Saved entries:
──────────────────────────────

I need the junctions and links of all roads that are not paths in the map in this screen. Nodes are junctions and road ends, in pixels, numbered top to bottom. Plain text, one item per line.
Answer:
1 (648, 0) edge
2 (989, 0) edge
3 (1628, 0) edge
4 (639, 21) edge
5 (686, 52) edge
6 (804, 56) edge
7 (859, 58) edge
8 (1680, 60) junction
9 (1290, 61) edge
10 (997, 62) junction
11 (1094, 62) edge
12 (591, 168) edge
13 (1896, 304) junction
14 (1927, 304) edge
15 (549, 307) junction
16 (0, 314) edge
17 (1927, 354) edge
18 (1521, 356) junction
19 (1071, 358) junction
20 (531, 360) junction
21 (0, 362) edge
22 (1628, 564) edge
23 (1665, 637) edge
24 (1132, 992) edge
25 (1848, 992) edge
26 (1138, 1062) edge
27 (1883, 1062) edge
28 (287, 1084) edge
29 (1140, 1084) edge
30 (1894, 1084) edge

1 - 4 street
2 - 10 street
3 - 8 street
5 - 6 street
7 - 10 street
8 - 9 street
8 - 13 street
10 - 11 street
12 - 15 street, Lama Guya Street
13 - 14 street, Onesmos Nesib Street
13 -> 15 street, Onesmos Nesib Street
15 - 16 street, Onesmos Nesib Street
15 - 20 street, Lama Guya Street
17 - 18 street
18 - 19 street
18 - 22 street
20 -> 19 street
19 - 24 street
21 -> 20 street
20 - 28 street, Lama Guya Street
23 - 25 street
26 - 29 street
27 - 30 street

──────────────────────────────

EXERCISE: Start to finish, copy the records above with no differences.

ANSWER TO THIS TASK:
I need the junctions and links of all roads that are not paths in the map in this screen. Nodes are junctions and road ends, in pixels, numbered top to bottom. Plain text, one item per line.
Answer:
1 (648, 0) edge
2 (989, 0) edge
3 (1628, 0) edge
4 (639, 21) edge
5 (686, 52) edge
6 (804, 56) edge
7 (859, 58) edge
8 (1680, 60) junction
9 (1290, 61) edge
10 (997, 62) junction
11 (1094, 62) edge
12 (591, 168) edge
13 (1896, 304) junction
14 (1927, 304) edge
15 (549, 307) junction
16 (0, 314) edge
17 (1927, 354) edge
18 (1521, 356) junction
19 (1071, 358) junction
20 (531, 360) junction
21 (0, 362) edge
22 (1628, 564) edge
23 (1665, 637) edge
24 (1132, 992) edge
25 (1848, 992) edge
26 (1138, 1062) edge
27 (1883, 1062) edge
28 (287, 1084) edge
29 (1140, 1084) edge
30 (1894, 1084) edge

1 - 4 street
2 - 10 street
3 - 8 street
5 - 6 street
7 - 10 street
8 - 9 street
8 - 13 street
10 - 11 street
12 - 15 street, Lama Guya Street
13 - 14 street, Onesmos Nesib Street
13 -> 15 street, Onesmos Nesib Street
15 - 16 street, Onesmos Nesib Street
15 - 20 street, Lama Guya Street
17 - 18 street
18 - 19 street
18 - 22 street
20 -> 19 street
19 - 24 street
21 -> 20 street
20 - 28 street, Lama Guya Street
23 - 25 street
26 - 29 street
27 - 30 street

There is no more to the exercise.